# ACTION ITEM:
In the listing that follows, locate the line containing "middle dip: (479, 165)" and the line containing "pinky mcp: (773, 298)". Retype exactly those two lines and every line between them, and nothing more.

# STUDY MATERIAL:
========================================

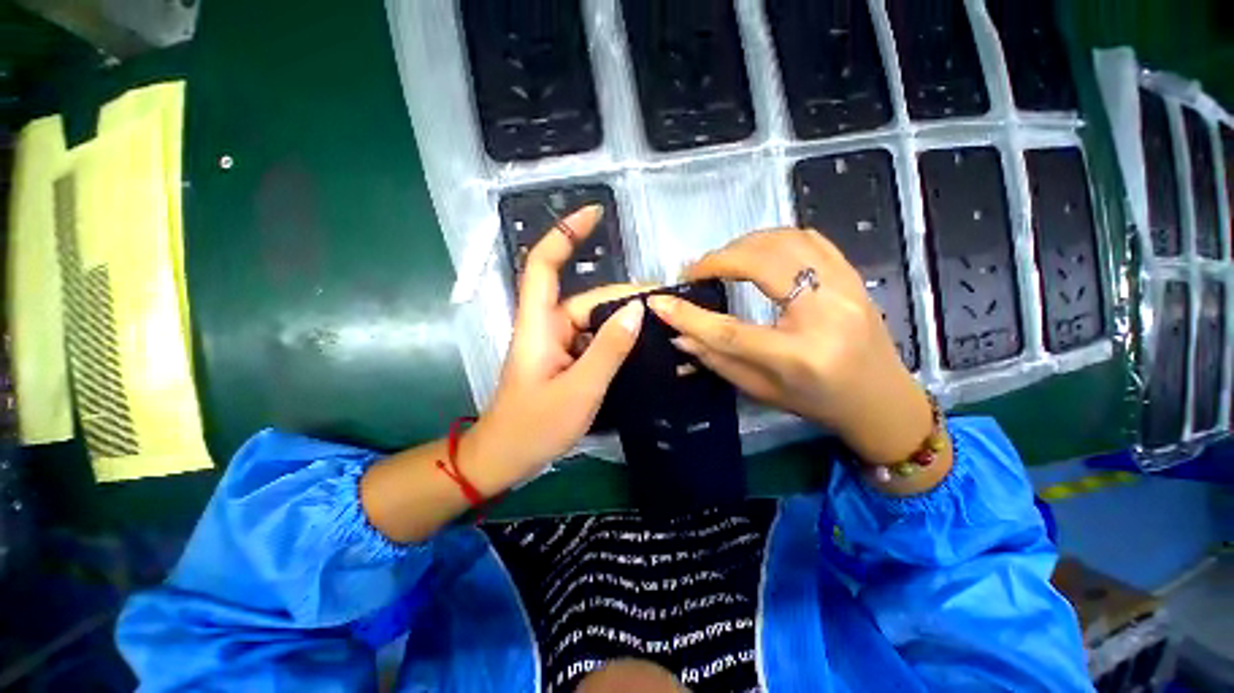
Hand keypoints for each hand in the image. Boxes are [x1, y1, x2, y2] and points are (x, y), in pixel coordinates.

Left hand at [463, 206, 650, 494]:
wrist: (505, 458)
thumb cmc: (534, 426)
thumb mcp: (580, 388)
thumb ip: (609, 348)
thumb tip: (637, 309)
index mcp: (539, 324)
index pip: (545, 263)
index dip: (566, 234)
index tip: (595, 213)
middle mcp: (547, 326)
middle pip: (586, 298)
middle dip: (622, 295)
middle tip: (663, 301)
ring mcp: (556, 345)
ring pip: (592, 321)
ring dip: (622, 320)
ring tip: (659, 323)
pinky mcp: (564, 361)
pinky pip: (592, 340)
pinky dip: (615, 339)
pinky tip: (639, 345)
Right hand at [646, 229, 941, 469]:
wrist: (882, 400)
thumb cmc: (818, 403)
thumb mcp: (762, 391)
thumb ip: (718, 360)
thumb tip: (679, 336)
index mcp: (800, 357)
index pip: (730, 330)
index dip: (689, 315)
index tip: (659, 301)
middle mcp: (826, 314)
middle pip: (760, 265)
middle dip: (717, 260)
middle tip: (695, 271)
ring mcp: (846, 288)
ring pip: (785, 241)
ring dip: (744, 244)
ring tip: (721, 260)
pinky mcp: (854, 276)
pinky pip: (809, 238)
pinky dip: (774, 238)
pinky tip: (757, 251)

========================================

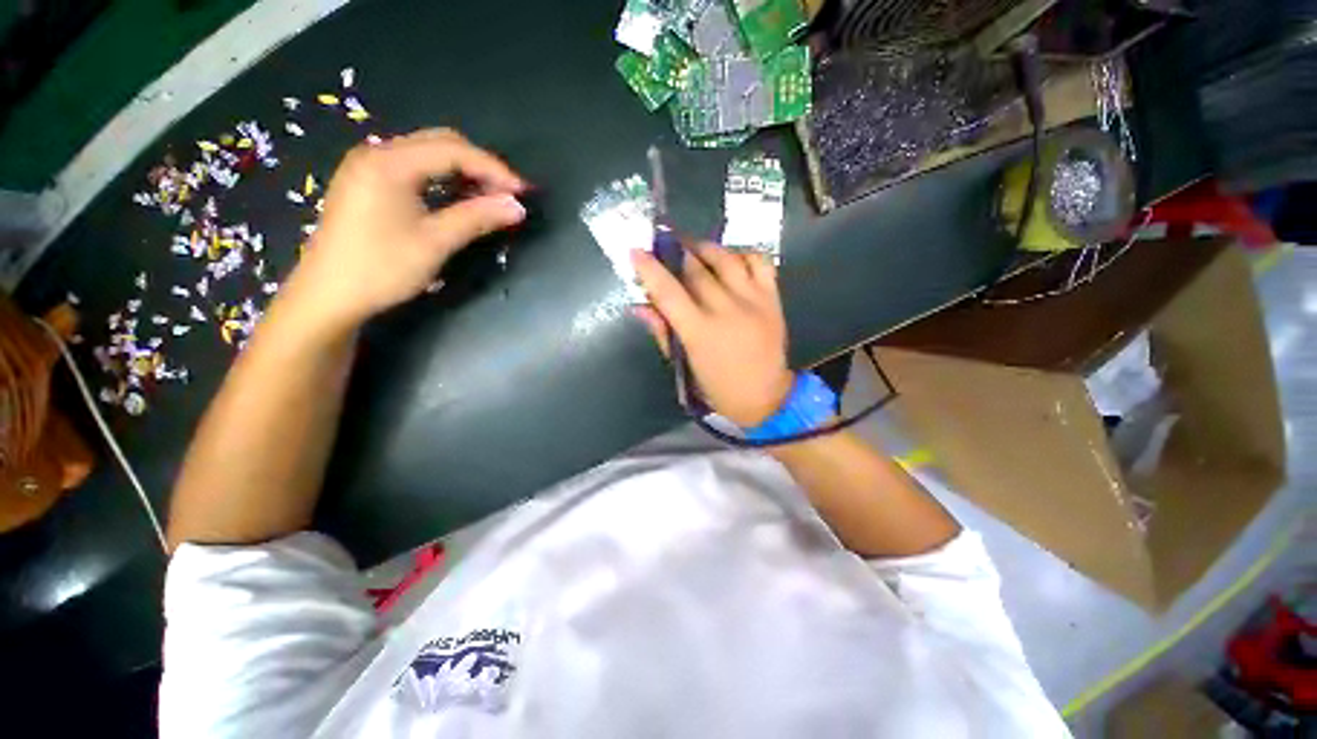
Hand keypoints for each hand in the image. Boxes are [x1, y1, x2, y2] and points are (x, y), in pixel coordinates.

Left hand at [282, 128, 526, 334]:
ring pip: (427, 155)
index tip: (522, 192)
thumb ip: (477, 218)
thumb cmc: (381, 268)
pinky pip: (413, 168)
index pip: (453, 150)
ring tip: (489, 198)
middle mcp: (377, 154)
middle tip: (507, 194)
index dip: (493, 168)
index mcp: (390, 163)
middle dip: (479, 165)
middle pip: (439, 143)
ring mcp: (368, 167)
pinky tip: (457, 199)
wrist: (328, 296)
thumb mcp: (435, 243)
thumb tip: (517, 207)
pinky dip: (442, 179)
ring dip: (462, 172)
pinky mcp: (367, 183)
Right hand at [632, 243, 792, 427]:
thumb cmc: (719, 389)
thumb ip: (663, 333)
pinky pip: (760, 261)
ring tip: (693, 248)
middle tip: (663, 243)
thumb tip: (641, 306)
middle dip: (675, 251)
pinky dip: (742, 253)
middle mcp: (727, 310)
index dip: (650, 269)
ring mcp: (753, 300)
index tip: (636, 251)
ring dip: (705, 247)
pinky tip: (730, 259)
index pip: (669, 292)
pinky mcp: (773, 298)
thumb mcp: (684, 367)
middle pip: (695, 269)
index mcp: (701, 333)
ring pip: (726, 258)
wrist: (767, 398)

========================================

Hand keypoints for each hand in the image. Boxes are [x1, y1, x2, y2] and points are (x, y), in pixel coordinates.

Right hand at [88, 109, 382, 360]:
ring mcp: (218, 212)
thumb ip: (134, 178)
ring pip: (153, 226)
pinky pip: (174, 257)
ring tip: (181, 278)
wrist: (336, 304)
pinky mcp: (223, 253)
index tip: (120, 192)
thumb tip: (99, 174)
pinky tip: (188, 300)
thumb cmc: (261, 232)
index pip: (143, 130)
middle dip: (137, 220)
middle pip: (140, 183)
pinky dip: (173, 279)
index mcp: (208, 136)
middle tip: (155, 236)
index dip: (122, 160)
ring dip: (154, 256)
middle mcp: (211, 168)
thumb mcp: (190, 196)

========================================

# ANSWER TO THE PROBLEM:
middle dip: (479, 165)
middle pip: (439, 143)
ring mcp: (368, 167)
pinky tip: (457, 199)
wrist: (328, 296)
thumb mcp: (435, 243)
thumb tip: (517, 207)
pinky dip: (442, 179)
ring dip: (462, 172)
pinky mcp: (367, 183)
Right hand at [632, 243, 792, 427]:
thumb cmc: (719, 389)
thumb ip: (663, 333)
pinky pip: (760, 261)
ring tip: (693, 248)
middle tip: (663, 243)
thumb tip: (641, 306)
middle dip: (675, 251)
pinky dip: (742, 253)
middle mcp: (727, 310)
index dip: (650, 269)
ring mcp: (753, 300)
index tip: (636, 251)
ring dip: (705, 247)
pinky tip: (730, 259)
index pip: (669, 292)
pinky mcp: (773, 298)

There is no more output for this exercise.